▶ **EXERCISE PROMPT**
From the entries below, report how many lines contain the string "thumb". Give only that number.

▶ **MATERIAL FOR THE TASK**
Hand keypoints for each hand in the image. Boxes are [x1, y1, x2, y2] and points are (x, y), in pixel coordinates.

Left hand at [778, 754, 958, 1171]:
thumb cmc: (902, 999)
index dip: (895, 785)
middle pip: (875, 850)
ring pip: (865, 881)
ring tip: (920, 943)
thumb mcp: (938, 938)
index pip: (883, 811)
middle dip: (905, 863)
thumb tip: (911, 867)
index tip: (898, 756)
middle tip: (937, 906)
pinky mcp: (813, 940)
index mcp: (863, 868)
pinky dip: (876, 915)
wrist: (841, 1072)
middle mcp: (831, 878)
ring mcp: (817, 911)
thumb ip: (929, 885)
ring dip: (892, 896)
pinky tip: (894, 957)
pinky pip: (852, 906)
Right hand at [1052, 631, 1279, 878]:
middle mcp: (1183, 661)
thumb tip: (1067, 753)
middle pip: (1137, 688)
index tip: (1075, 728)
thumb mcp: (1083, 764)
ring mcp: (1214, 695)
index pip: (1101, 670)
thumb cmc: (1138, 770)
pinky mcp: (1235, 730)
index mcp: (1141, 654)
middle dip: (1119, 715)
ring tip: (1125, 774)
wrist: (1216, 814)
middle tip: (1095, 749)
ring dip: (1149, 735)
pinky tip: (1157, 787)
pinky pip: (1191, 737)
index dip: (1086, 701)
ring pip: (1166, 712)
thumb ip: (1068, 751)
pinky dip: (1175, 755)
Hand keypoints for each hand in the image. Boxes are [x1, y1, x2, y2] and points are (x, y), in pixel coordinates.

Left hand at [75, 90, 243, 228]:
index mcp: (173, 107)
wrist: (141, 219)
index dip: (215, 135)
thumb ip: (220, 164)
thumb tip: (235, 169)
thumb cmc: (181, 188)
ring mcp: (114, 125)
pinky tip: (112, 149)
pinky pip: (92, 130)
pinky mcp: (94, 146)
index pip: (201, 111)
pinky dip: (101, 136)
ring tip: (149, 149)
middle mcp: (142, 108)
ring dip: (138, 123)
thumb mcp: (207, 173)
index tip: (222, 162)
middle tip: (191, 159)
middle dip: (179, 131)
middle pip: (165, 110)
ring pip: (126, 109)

▶ **RESULT OF THE EXERCISE**
12